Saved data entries

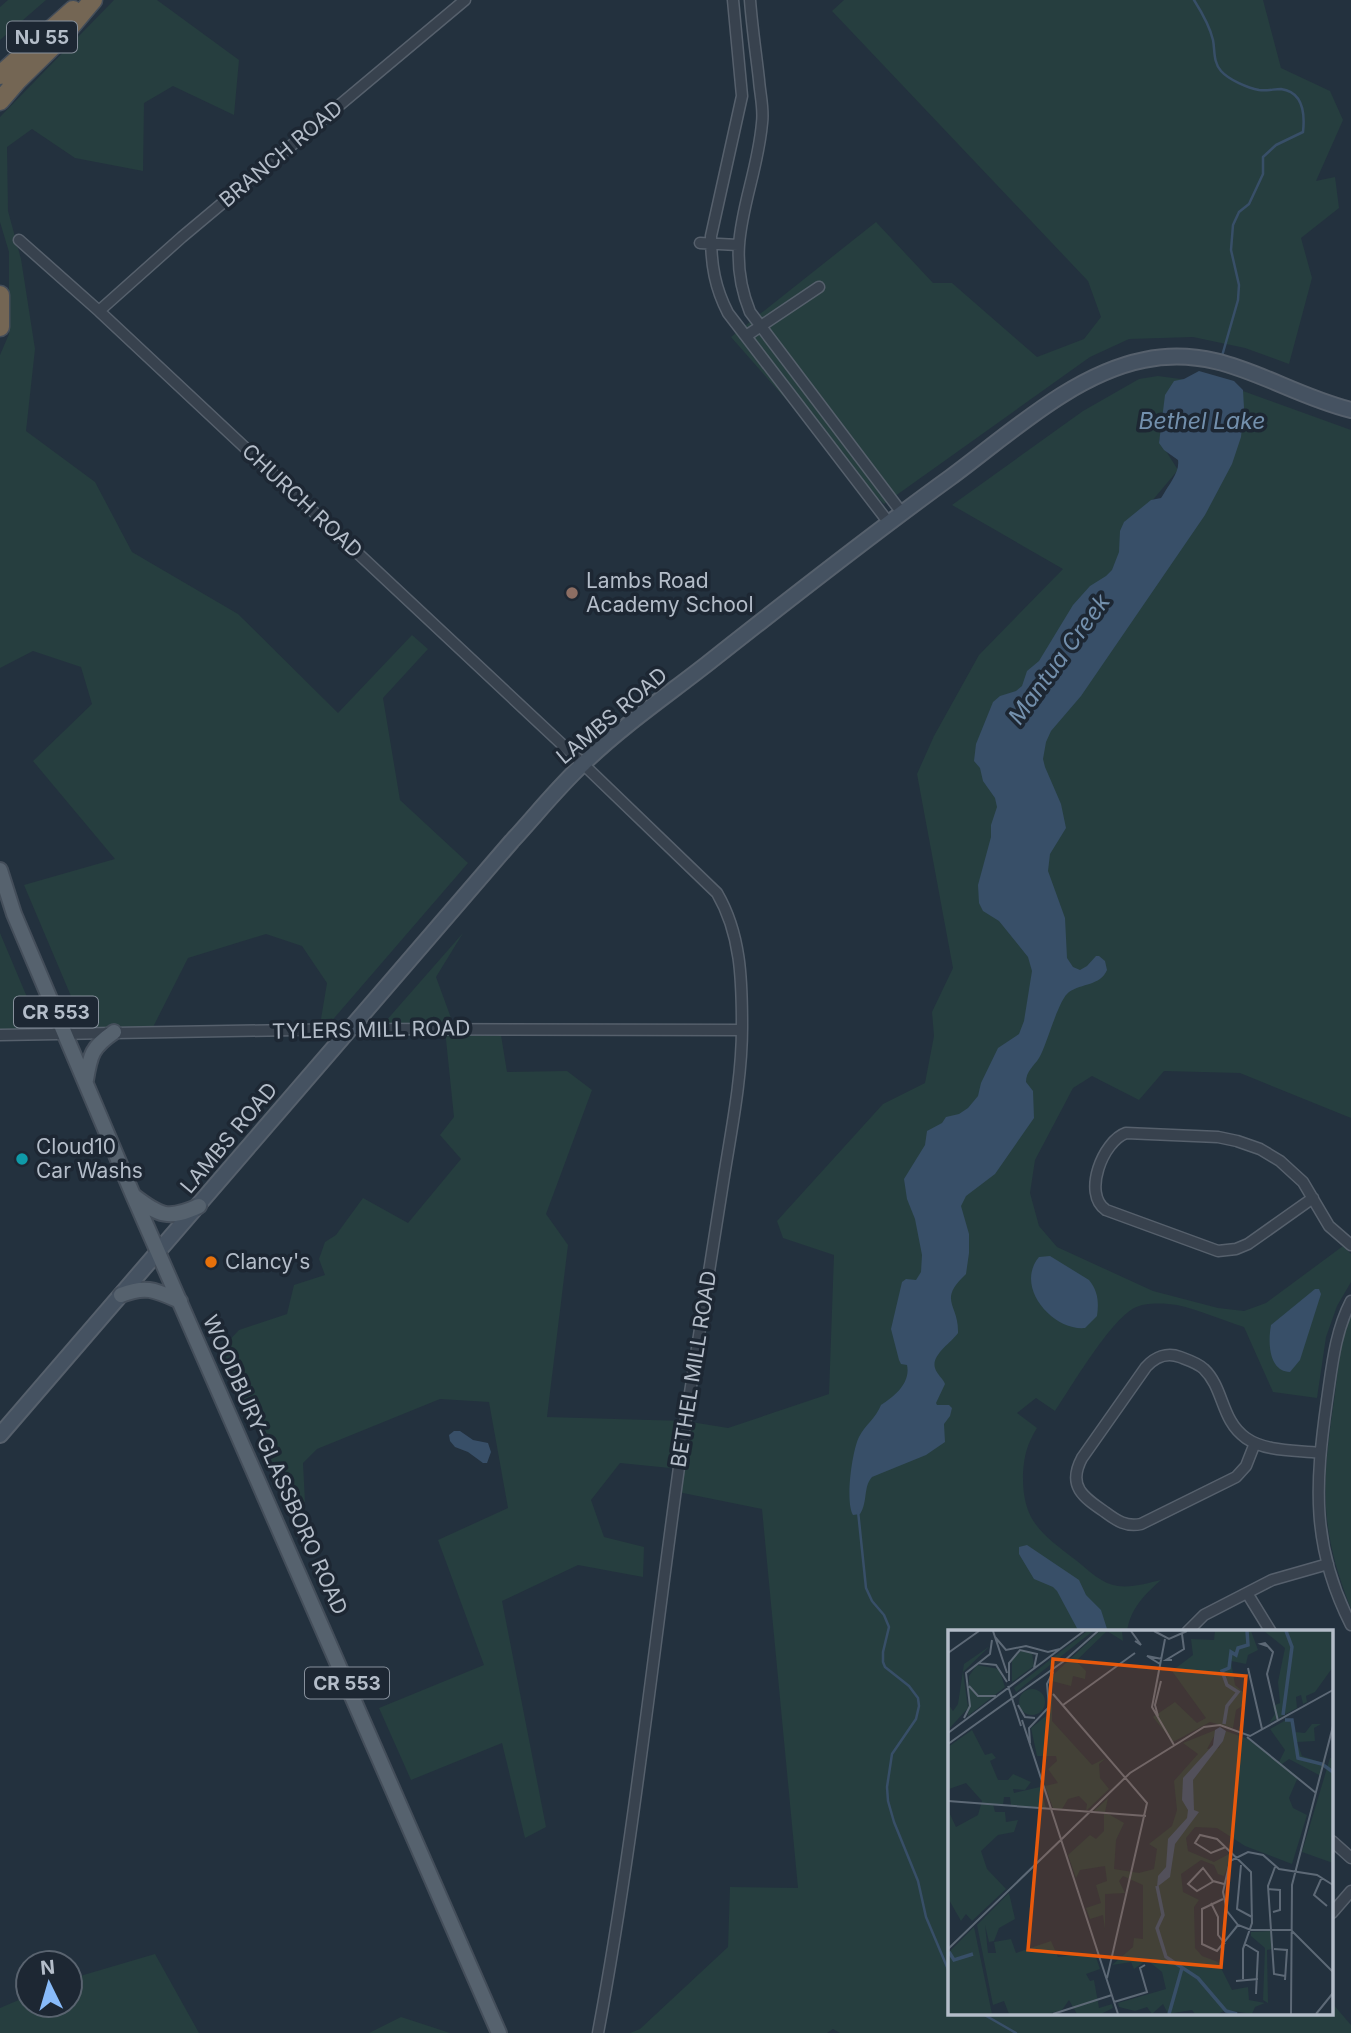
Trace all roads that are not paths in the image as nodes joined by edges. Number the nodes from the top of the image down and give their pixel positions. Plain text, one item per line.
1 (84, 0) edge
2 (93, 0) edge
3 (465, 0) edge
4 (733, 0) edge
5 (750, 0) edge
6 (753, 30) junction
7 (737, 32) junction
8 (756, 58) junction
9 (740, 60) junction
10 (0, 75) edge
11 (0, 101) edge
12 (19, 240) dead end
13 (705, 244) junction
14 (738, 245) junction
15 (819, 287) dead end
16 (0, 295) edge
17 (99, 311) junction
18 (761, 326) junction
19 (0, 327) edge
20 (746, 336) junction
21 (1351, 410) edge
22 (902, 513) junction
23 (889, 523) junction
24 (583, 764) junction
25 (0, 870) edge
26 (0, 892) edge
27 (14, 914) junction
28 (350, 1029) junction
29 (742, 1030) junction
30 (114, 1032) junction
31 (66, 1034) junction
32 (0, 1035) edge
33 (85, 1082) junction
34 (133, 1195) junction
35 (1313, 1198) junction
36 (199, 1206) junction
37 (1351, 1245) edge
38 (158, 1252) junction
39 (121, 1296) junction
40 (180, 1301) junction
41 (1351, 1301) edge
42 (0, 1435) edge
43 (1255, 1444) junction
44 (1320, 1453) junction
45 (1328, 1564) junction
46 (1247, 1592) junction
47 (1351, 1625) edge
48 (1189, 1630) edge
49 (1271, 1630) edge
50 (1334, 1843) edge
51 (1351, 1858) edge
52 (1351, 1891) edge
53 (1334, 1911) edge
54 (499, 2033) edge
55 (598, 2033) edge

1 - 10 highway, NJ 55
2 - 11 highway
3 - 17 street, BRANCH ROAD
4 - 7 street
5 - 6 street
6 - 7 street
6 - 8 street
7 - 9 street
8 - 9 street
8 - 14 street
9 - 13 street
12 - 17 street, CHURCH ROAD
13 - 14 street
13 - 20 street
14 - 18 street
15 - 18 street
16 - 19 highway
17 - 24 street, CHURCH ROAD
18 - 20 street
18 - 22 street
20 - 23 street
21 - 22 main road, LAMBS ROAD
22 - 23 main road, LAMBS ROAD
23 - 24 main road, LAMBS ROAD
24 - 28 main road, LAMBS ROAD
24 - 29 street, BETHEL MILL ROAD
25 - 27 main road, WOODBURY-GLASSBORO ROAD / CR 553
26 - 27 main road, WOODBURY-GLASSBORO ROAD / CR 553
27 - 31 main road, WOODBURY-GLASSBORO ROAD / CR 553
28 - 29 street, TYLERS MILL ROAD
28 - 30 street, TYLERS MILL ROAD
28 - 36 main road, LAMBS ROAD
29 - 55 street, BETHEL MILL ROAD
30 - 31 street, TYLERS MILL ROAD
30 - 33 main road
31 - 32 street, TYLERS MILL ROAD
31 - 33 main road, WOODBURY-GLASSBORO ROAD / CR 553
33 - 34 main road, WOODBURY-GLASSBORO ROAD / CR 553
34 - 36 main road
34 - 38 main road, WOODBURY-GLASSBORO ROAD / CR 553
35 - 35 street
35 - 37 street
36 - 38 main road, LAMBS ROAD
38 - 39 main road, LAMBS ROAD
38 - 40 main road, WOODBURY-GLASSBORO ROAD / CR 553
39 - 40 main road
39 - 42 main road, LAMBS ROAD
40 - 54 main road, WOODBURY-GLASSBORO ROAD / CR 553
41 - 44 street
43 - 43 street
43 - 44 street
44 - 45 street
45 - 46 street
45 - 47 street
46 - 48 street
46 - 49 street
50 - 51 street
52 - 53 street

Prompt. Please copy the records above word for word, omitting every picture.

Result of the task.
Trace all roads that are not paths in the image as nodes joined by edges. Number the nodes from the top of the image down and give their pixel positions. Plain text, one item per line.
1 (84, 0) edge
2 (93, 0) edge
3 (465, 0) edge
4 (733, 0) edge
5 (750, 0) edge
6 (753, 30) junction
7 (737, 32) junction
8 (756, 58) junction
9 (740, 60) junction
10 (0, 75) edge
11 (0, 101) edge
12 (19, 240) dead end
13 (705, 244) junction
14 (738, 245) junction
15 (819, 287) dead end
16 (0, 295) edge
17 (99, 311) junction
18 (761, 326) junction
19 (0, 327) edge
20 (746, 336) junction
21 (1351, 410) edge
22 (902, 513) junction
23 (889, 523) junction
24 (583, 764) junction
25 (0, 870) edge
26 (0, 892) edge
27 (14, 914) junction
28 (350, 1029) junction
29 (742, 1030) junction
30 (114, 1032) junction
31 (66, 1034) junction
32 (0, 1035) edge
33 (85, 1082) junction
34 (133, 1195) junction
35 (1313, 1198) junction
36 (199, 1206) junction
37 (1351, 1245) edge
38 (158, 1252) junction
39 (121, 1296) junction
40 (180, 1301) junction
41 (1351, 1301) edge
42 (0, 1435) edge
43 (1255, 1444) junction
44 (1320, 1453) junction
45 (1328, 1564) junction
46 (1247, 1592) junction
47 (1351, 1625) edge
48 (1189, 1630) edge
49 (1271, 1630) edge
50 (1334, 1843) edge
51 (1351, 1858) edge
52 (1351, 1891) edge
53 (1334, 1911) edge
54 (499, 2033) edge
55 (598, 2033) edge

1 - 10 highway, NJ 55
2 - 11 highway
3 - 17 street, BRANCH ROAD
4 - 7 street
5 - 6 street
6 - 7 street
6 - 8 street
7 - 9 street
8 - 9 street
8 - 14 street
9 - 13 street
12 - 17 street, CHURCH ROAD
13 - 14 street
13 - 20 street
14 - 18 street
15 - 18 street
16 - 19 highway
17 - 24 street, CHURCH ROAD
18 - 20 street
18 - 22 street
20 - 23 street
21 - 22 main road, LAMBS ROAD
22 - 23 main road, LAMBS ROAD
23 - 24 main road, LAMBS ROAD
24 - 28 main road, LAMBS ROAD
24 - 29 street, BETHEL MILL ROAD
25 - 27 main road, WOODBURY-GLASSBORO ROAD / CR 553
26 - 27 main road, WOODBURY-GLASSBORO ROAD / CR 553
27 - 31 main road, WOODBURY-GLASSBORO ROAD / CR 553
28 - 29 street, TYLERS MILL ROAD
28 - 30 street, TYLERS MILL ROAD
28 - 36 main road, LAMBS ROAD
29 - 55 street, BETHEL MILL ROAD
30 - 31 street, TYLERS MILL ROAD
30 - 33 main road
31 - 32 street, TYLERS MILL ROAD
31 - 33 main road, WOODBURY-GLASSBORO ROAD / CR 553
33 - 34 main road, WOODBURY-GLASSBORO ROAD / CR 553
34 - 36 main road
34 - 38 main road, WOODBURY-GLASSBORO ROAD / CR 553
35 - 35 street
35 - 37 street
36 - 38 main road, LAMBS ROAD
38 - 39 main road, LAMBS ROAD
38 - 40 main road, WOODBURY-GLASSBORO ROAD / CR 553
39 - 40 main road
39 - 42 main road, LAMBS ROAD
40 - 54 main road, WOODBURY-GLASSBORO ROAD / CR 553
41 - 44 street
43 - 43 street
43 - 44 street
44 - 45 street
45 - 46 street
45 - 47 street
46 - 48 street
46 - 49 street
50 - 51 street
52 - 53 street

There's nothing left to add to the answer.